Autor: Aguirre Bellver, Joaquín. 
   Las islas indefensas     
 
 El Alcázar.    18/08/1979.  Página: 3. Páginas: 1. Párrafos: 12. 

EL ALCAZAR OPINIÓN 18-agosto-1979

LAS ISLAS INDEFENSAS

HAY un asunto serio y urgente del que se está hablando muy poco y gota a gota. Esta técnica

informativa del gota a gota me la conozco bien, por razones de oficio, y cuando la descubro

aplicada a cualquier materia me lleno de alaa; generalmente, dentro hay un gato encerrado,

gato que nos dejaría hechos una pena si saltase contra nosotros.

Por un lado, la noticia de que la Bandera Paracaidista abandona las Canarias y por otro, el

secuestro de un avión por tres legionarios en Fuerteventura, hecho fortuito o perfectamente

preparado, no sé, no me atrevo a decidir porque me faltan elementos de juicio. Pero seguido

inmediatamente de una campaña de desprestigio de la Legión y de peticiones de que sea

retirada.

Se da otra coincidencia, además. El partido que lleva adelante esa campaña.
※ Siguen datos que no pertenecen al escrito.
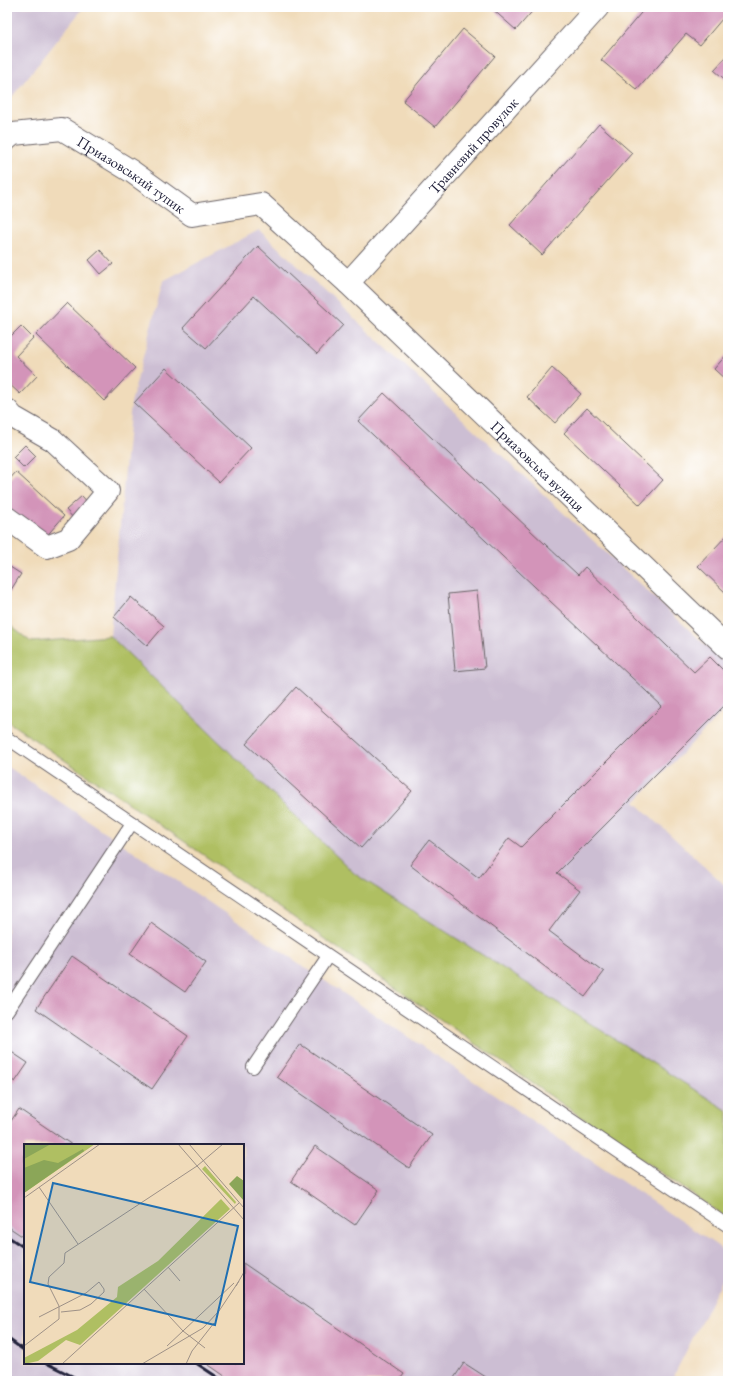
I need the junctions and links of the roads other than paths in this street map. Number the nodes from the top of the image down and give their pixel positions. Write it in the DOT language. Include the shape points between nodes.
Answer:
graph roads {
  1 [pos="598,7"];
  2 [pos="7,139"];
  3 [pos="348,283"];
  4 [pos="7,410"];
  5 [pos="7,518"];
  6 [pos="728,648"];
  7 [pos="7,738"];
  8 [pos="132,823"];
  9 [pos="328,956"];
  10 [pos="7,1011"];
  11 [pos="253,1067"];
  12 [pos="728,1226"];
  1 -- 3 [label="street, Травневий провулок"];
  2 -- 3 [label="street, Приазовський тупик" via="13,134 62,129 131,171 192,215 261,204"];
  3 -- 6 [label="street, Приазовська вулиця"];
  4 -- 5 [label="street" via="13,417 53,440 108,491 68,539 47,547"];
  7 -- 8 [label="lane"];
  8 -- 9 [label="lane"];
  8 -- 10 [label="lane"];
  9 -- 11 [label="lane"];
  9 -- 12 [label="lane"];
}
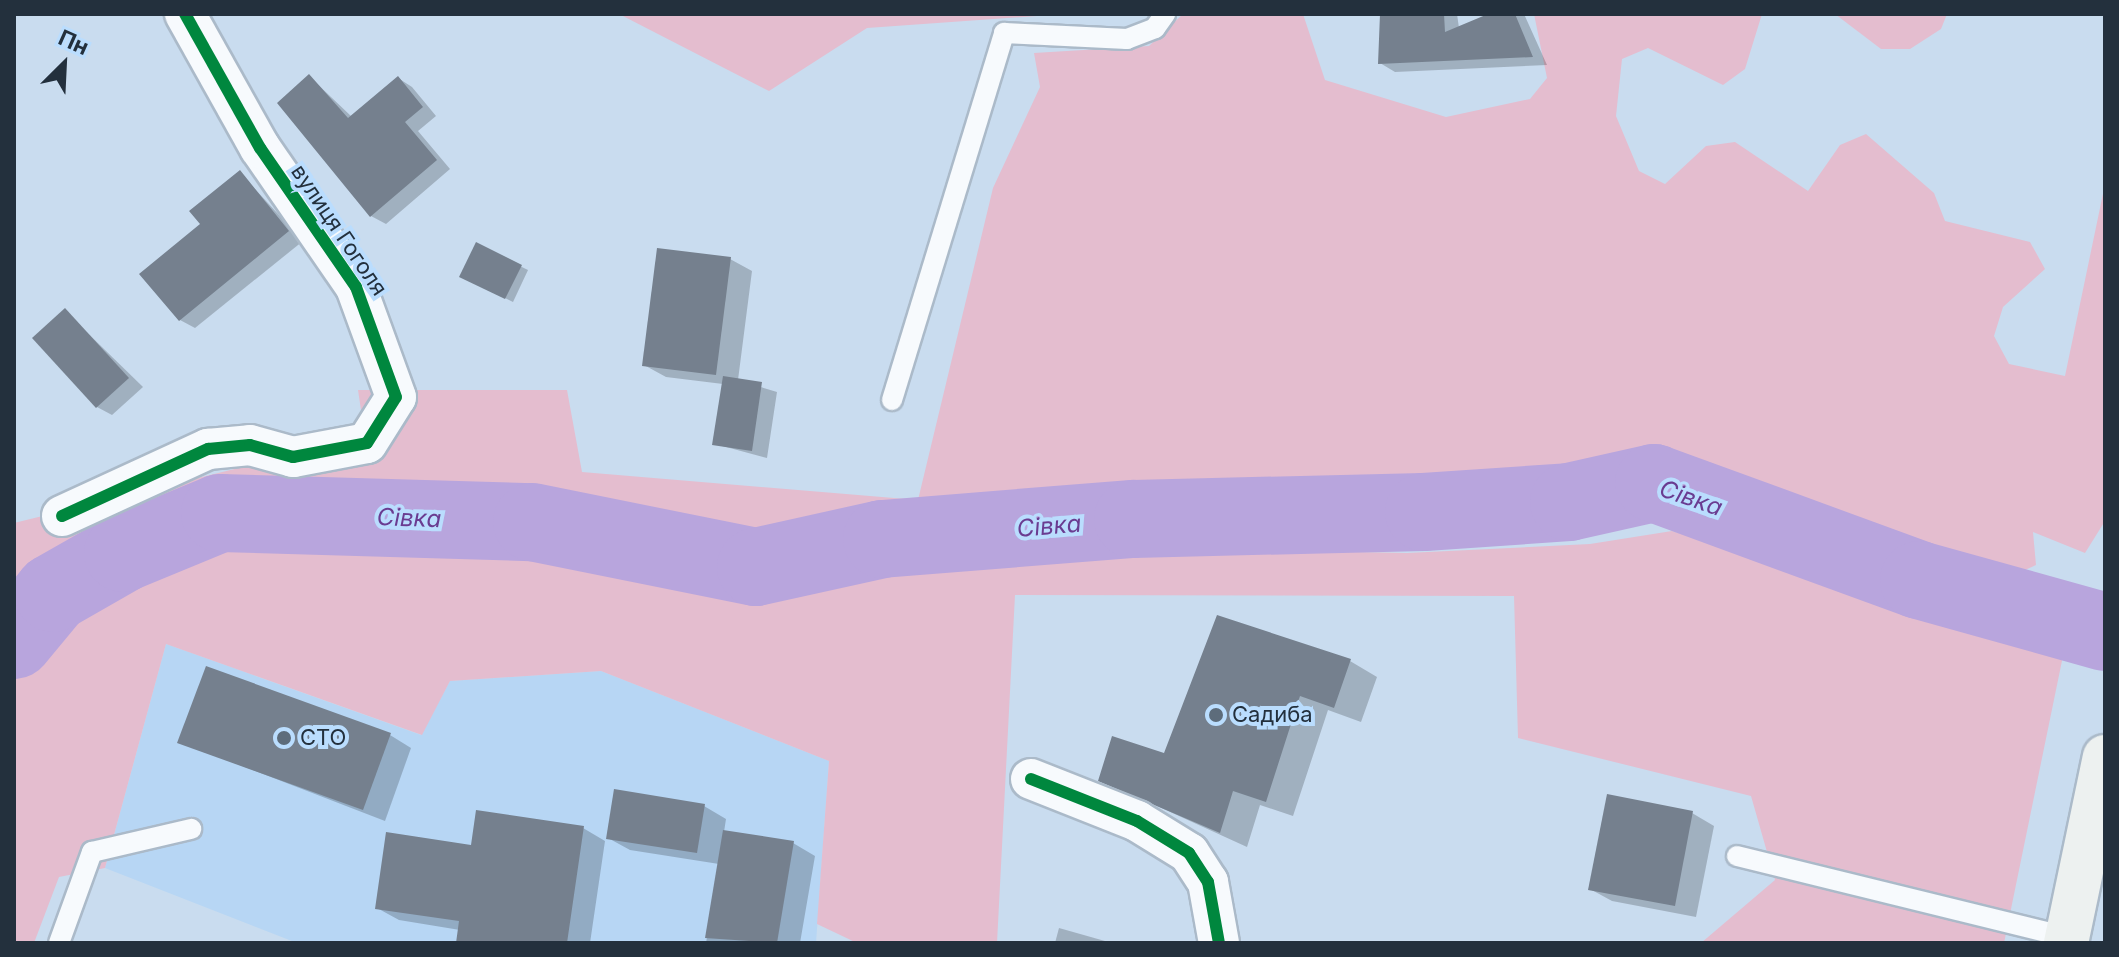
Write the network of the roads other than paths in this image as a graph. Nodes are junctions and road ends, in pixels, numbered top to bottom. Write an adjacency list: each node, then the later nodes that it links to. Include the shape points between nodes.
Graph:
1 (185, 14): 4 (street, вулиця Гоголя, via 260,148 356,287 396,397 367,443 293,457 250,445 208,449)
2 (1165, 14): 3 (lane, via 1155,28 1127,39 1004,33)
3 (892, 400)
4 (62, 516)
5 (2105, 757): 9 (main road)
6 (1031, 779): 12 (street, via 1137,821 1189,853 1208,882)
7 (191, 829): 11 (lane, via 92,852)
8 (1737, 856): 10 (lane)
9 (2090, 896): 10 (main road)
10 (2066, 940)
11 (59, 943)
12 (1219, 943)

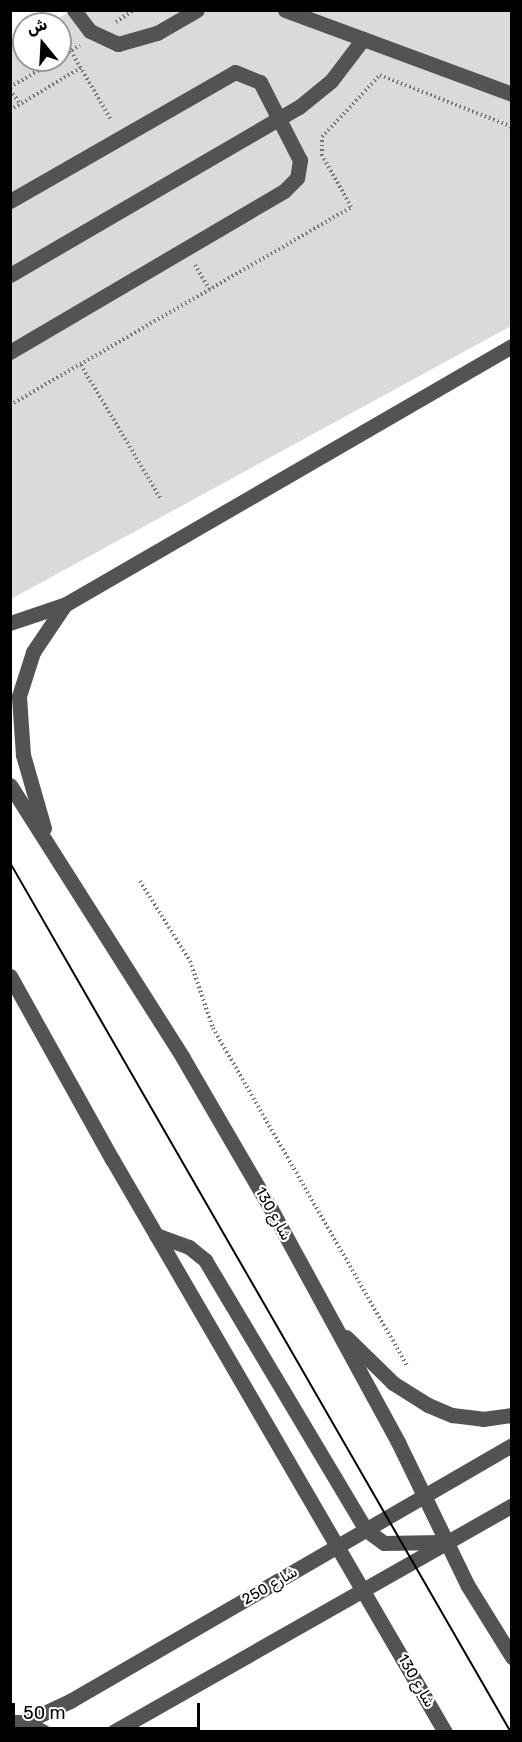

Unión del Pueblo

Canario, es en las Cortes el que menos disimula su filiación prosoviética de su separatismo,

porque otros se lo callan y hasta lo desmienten en, como, por ejemplo, el separatismo vasco;

pero Unión del Pueblo Canario lo pregona y se proclama partidario de unas islas bajo influencia

rusa, frente a los intentos americanos de convertirla en base para sus misiles. No me invento

nada al hablar así; todo ello se puede documentar en el Diario de Sesiones del Congreso,

porque allí lo he oído.

Paso directamente a formular una pregunta. ¿Vamos a dejar indefensas a las Canarias? El

presente artículo no tiene más sentido ni mayor alcance que esta interrogante, pero considero

importante hacerla públicamente para que lo que haya de suceder si algo sucede, sea con

conocimiento de todos y para que no pueda emplearse, una vez más, la estrategia de los

hechos consumados.

Recuerdo ahora aquella rueda de Prensa que el presidente Suárez celebró en su residencia de

la Moncloa y me parece estar presenciando cómo se planteó el tema canario, entonces muy

vivo por recientes actuaciones del terrorismo separatista, Adolfo Suárez ordenó a uno de sus

ayudantes:

—Tráeme un cuadro que hay en mi habitación, frente a la cabecera de mi cama.

Poco después Suárez nos enseñaba a los periodistas una preciosa fotografía en color de las

islas vistas desde el aire.

—Esa es mi preocupación constante—, dijo.

Me parece del mayor interés que los españoles tengamos, junto a la preocupación permanente

de lo que puede suceder en el País Vasco, la preocupación permanente de lo que pueda

ocurrir en las Canarias. Se trata de los dos brazos de España, atados a potros que en cualquier

momento pueden ser azotados y dejados en libertad para que la despedacen, como en el

antiguo tormento bárbaro. Tengo que insistir en que los vencedores de la pasada Guerra

Mundial reclaman hoy esos miembros del cuerpo de nuestra Patria. Alegan para ello nuestra

neutralidad, que consideran culpable, y sus merecimientos en la implantación de un régimen

democrático, que, por lo visto, es regalo de ellos.

Oí la otra noche por la televisión que el precio de la democracia era barato, que los muertos por

el terrorismo podían viajar al cielo en dos autocares turísticos, que los españoles estábamos de

enhorabuena por el feliz desarrollo del proceso de reforma. No sé cuántos muertos son pocos y

cuántos son muchos. Esa visión propagandística del asesinato me parece una villanía, propia

de los cómplices del terrorismo, pero sí considero importante dejar sentado que el precio no se

cifra sólo en sangre derramada, sino en soberanía nacional, en ruina económica y en anarquía.

España puede ser desposeída de sus tierras y su bandera puede ser suplantada por banderas

de otros países.

Están las Canarias cercadas prácticamente por barcos y submarinos americanos y rusos,

convertidas en campo de lucha de intereses estratégicos y de partidos que en realidad son

ejércitos mercenarios, desguarnecidas por la pérdida del Sahara, acosadas por la piratería

contra su industria pesquera. Era de esperar que la preocupación permanente del presidente

Suárez diese otros frutos que la retirada de nuestras tropas proteccionales más aguerridas.

Caso de no ser el propósito la indefensión de las islas, a estas horas el Gobierno debería haber

dado la respuesta más contundente a los intentos de desprestigio de la Legión y debería haber

mantenido la guarnición paracaidista, contra viento y marea.

Ahí queda la pregunta, entre tanto: ¿Vamos a dejar indefensas las Canarias?